Is this the end or the beginning of another Ethiopian tragedy? Prime Minister Abiy Ahmed insists that the “law enforcement operation” is over. U.S. diplomats, on the other hand, are reporting that Eritrean soldiers have crossed the border and are supporting the military’s efforts in fighting the Tigray People’s Liberation Front (TPLF).
With more than 40,000 Ethiopian refugees in Sudan, it is likely that the impact of this conflict will be felt for a while. There are distressing scenes of families fleeing to Sudan, refugees wandering makeshift camps, and cries of despair as the UN struggles to get food and basic supplies to the people in Tigray.
All of this feels depressingly familiar. Instability in the Horn of Africa, with Ethiopian, Eritrean, and TPLF forces at each other’s throats, brings back memories of the 1980s where the ongoing civil war exacerbated an environmental and political disaster that led to famine and the death of approximately 1 million Ethiopians from starvation.
The harrowing images of 1984 mobilised a global disaster response. But that response was sometimes thwarted, when access to certain regions was tightly controlled, food convoys were attacked and aid diverted to maintain military superiority. As the Dutch journalist, Linda Polman, wrote in her critique of the aid industry, War Games: The Story of Aid and War in Modern Times, “Famine is rarely caused by a lack of food. It far more frequently occurs because people are denied the right to food.”
Less than a decade later, the world witnessed another toxic combination of conflict and humanitarian disaster, when Ethiopia’s neighbour, Sudan, was struck down by famine in late 1992 amidst a civil war. Crops had not been planted earlier in the year, and hundreds of thousands of people were relying solely on what was flown in by aid organisations, primarily through Operation Lifeline Sudan (OLS), a consortium of UN agencies and approximately 35 NGOs.
To operate in the insurgent-held areas in southern Sudan, OLS needed to seek agreement from the government of Sudan as well as from the Sudan People’s Liberation Movement/Army (SPLM/A).
While the NGOs provided basic welfare to the local people, they also perpetuated the conflict by their – sometimes overt – support for the rebels.
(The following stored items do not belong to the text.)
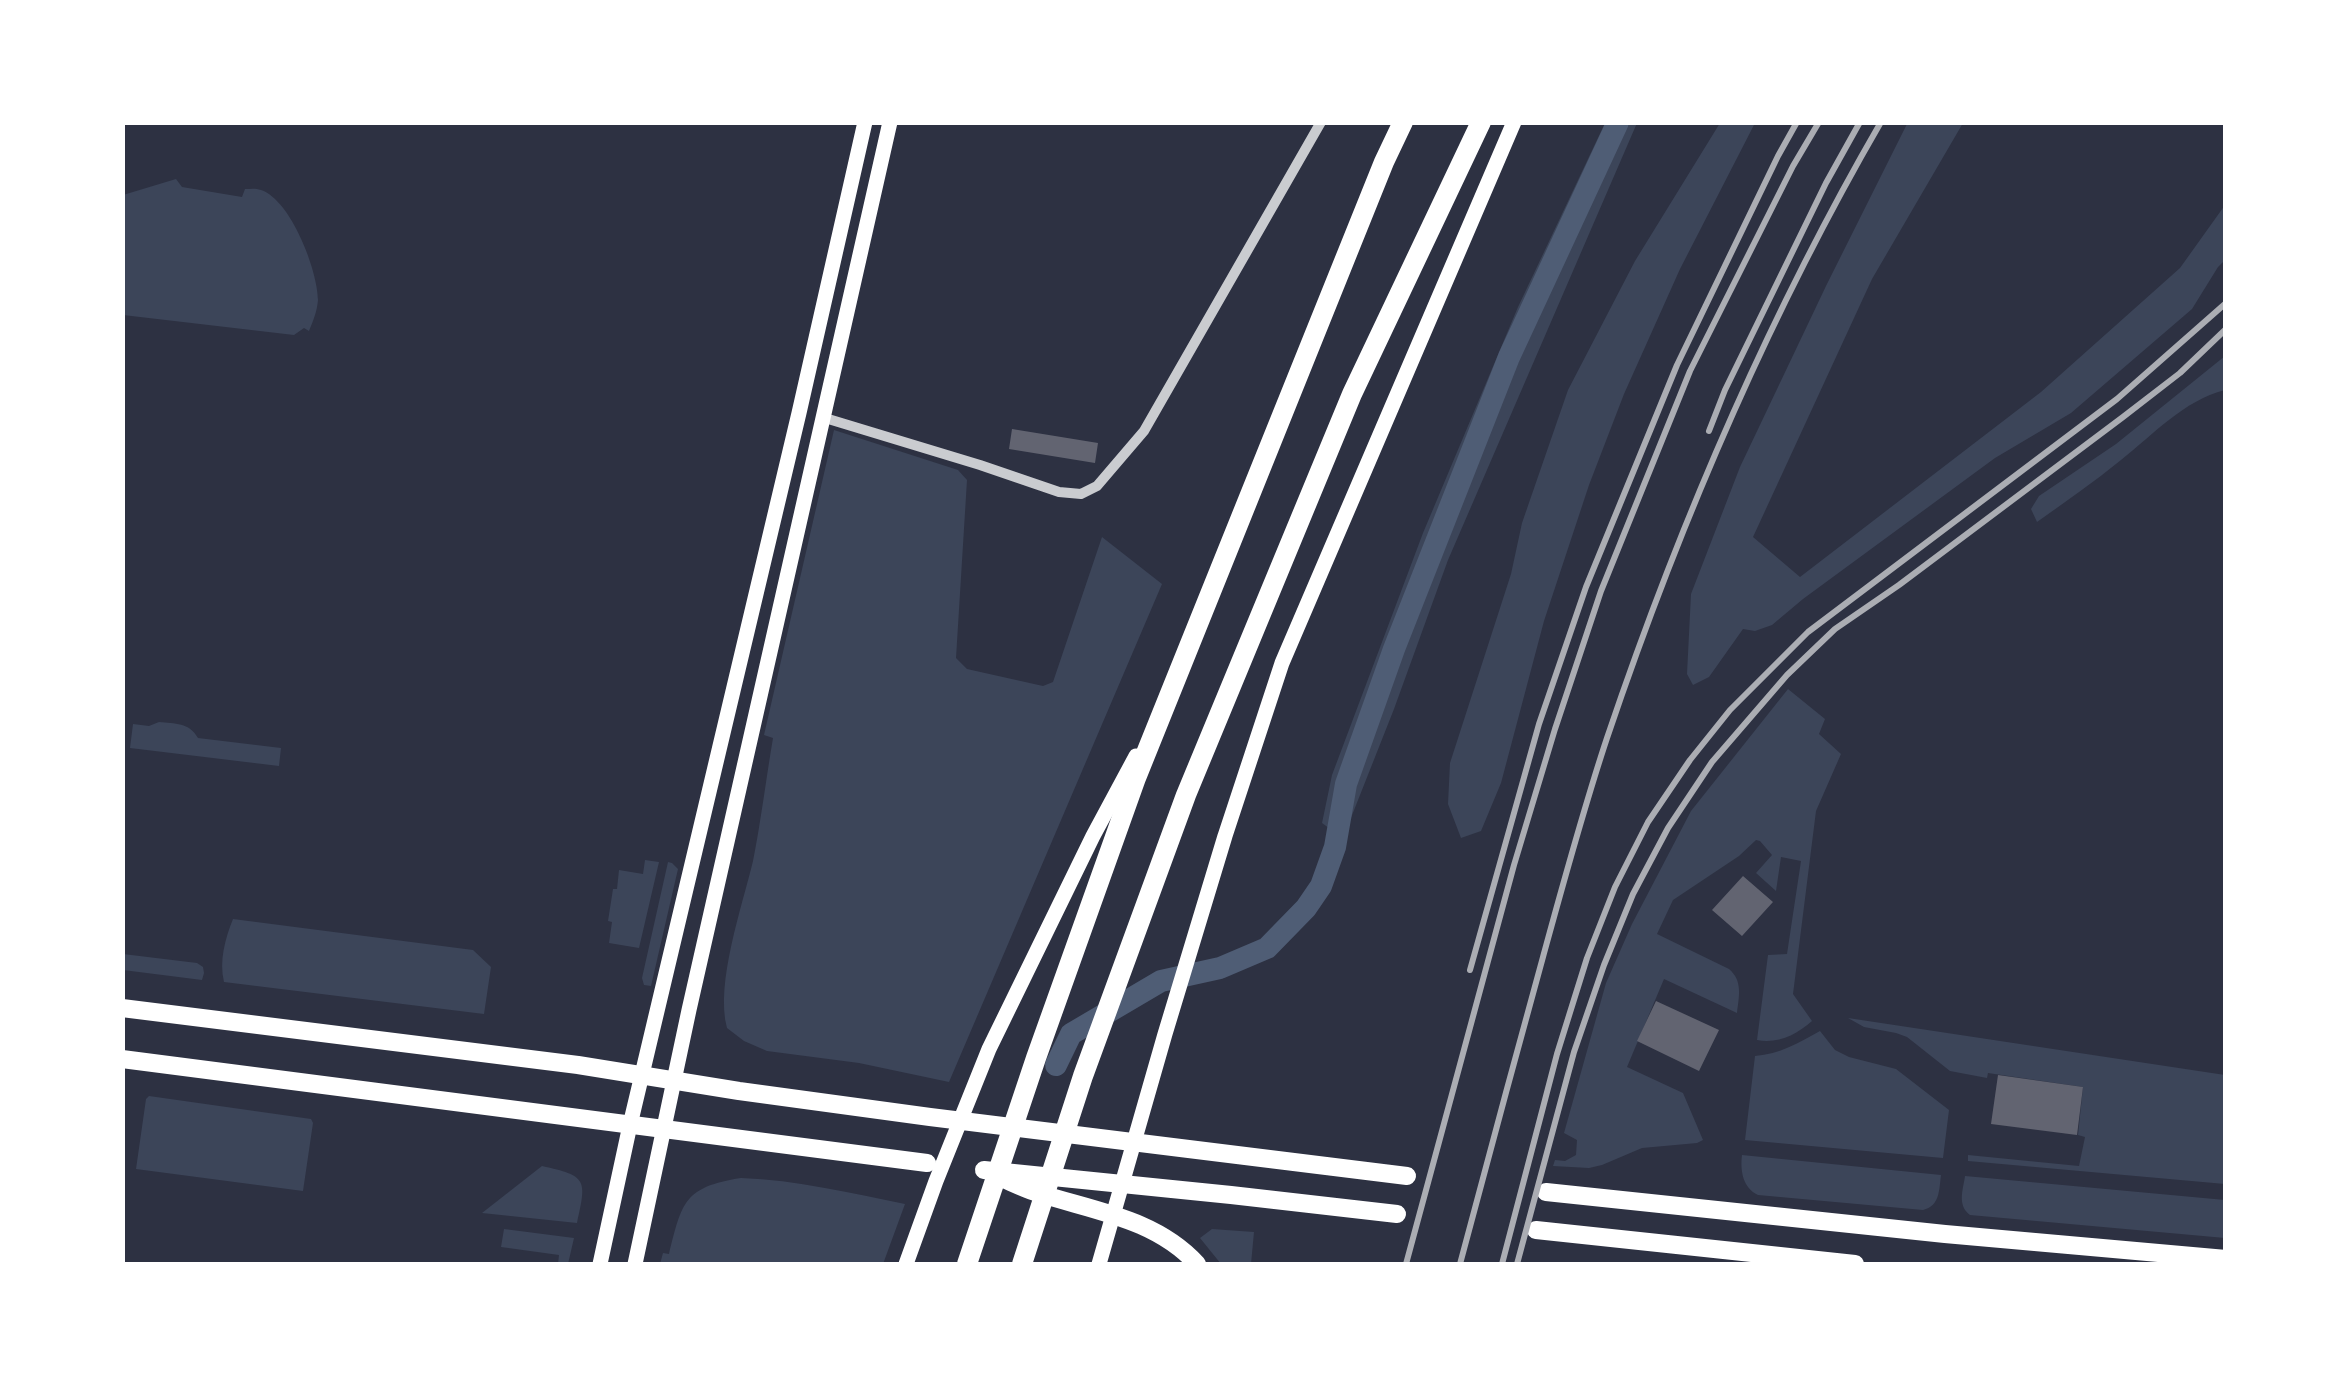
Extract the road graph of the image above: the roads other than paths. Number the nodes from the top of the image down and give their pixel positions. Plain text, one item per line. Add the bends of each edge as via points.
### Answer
1 (865, 122) edge
2 (890, 122) edge
3 (1321, 122) edge
4 (1403, 122) edge
5 (1481, 122) edge
6 (1514, 122) edge
7 (824, 418) junction
8 (1170, 696) junction
9 (122, 1008) edge
10 (122, 1060) edge
11 (642, 1075) junction
12 (673, 1080) junction
13 (630, 1125) junction
14 (664, 1129) junction
15 (927, 1163) dead end
16 (1407, 1176) dead end
17 (1546, 1192) dead end
18 (1397, 1214) dead end
19 (1536, 1230) dead end
20 (2226, 1259) edge
21 (600, 1264) edge
22 (634, 1264) edge
23 (906, 1264) edge
24 (967, 1264) edge
25 (1022, 1264) edge
26 (1099, 1264) edge
27 (1197, 1264) edge
28 (1855, 1264) edge

1 - 11 main road
2 - 7 main road
3 - 7 street via 1144,432 1097,486 1081,494 1059,492
4 - 8 highway
5 - 25 highway via 1352,394 1186,795
6 - 26 main road via 1282,663
7 - 12 main road
8 - 23 main road via 989,1049
8 - 24 highway
9 - 11 main road
10 - 13 main road
11 - 12 main road
11 - 13 main road
12 - 14 main road
12 - 16 main road
13 - 14 main road
13 - 21 main road
14 - 15 main road
14 - 22 main road
17 - 20 main road
18 - 27 main road via 984,1170 1144,1225
19 - 28 main road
The SPLM/A rebels taxed the international organisations who operated in their areas, carefully rationed food for its soldiers, and siphoned off aid for military purposes. The agreement challenged and questioned the neutrality of some international aid organisations. It gave legitimacy and power to a rebel movement.
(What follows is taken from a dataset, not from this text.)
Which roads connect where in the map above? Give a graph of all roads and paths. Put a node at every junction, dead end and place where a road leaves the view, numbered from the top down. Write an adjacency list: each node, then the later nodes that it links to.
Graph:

And that is the nub of the problem. Even in unavoidable natural disasters, it is the government or the local rulers who are responsible for the relief efforts. They decide who has access to food and water, who stays in the villages, and who has to leave. No international agency, donor, or NGO can function without working closely with those in power. Close cooperation is essential. When the crisis is caused by war and conflict, the line between cooperation and collusion becomes harder to discern. Boundaries of neutrality are pushed and sometimes crossed.
Today, NGO and donor involvement with local leaders has given rise to widespread corruption. By providing basic services on their behalf, governments and rebels are not held to account. The international community has inadvertently created a monster. Anton du Plessis, executive director of the Institute for Security Studies in South Africa, calls corruption “the most neglected human rights violation of our time.”
The new state of South Sudan is run by the same SPLM/A rebels of the 1980s and 90s. It is one of the most corrupt countries on the planet – and one of the poorest. According to the UN Commission on Human Rights in South Sudan, the country is facing corruption on an “epic scale.” Commission chair Yasmin Sooka goes further. “South Sudan is a country where lives are being destroyed by financial corruption on an epic scale. Looting and pillage aren’t just offshoots of war – they are arguably the main drivers of the conflict. At one end of the spectrum, South Sudan’s political elites are fighting for control of the country’s oil and mineral resources, in the process stealing their people’s future. At the other, the soldiers in this conflict over resources are offered the chance to abduct and rape women in lieu of salaries. The eight-year-old girl gang raped in front of her parents is the collateral damage.”
Attitudes towards relief and development efforts have changed significantly since the Ethiopian crisis in the 1980s. The willingness of the public to fund aid has turned to scrutiny and realism. Questions are more readily asked about the underlying causes of poverty, hunger, and suffering. No-one wants aid to be wasted or diverted to prop up corrupt regimes. Unfortunately, political and military conflict, combined with natural and environmental disasters, are unlikely to disappear soon. As we watch the Ethiopian tragedy unfold, lessons from the past must serve as a guide to the future.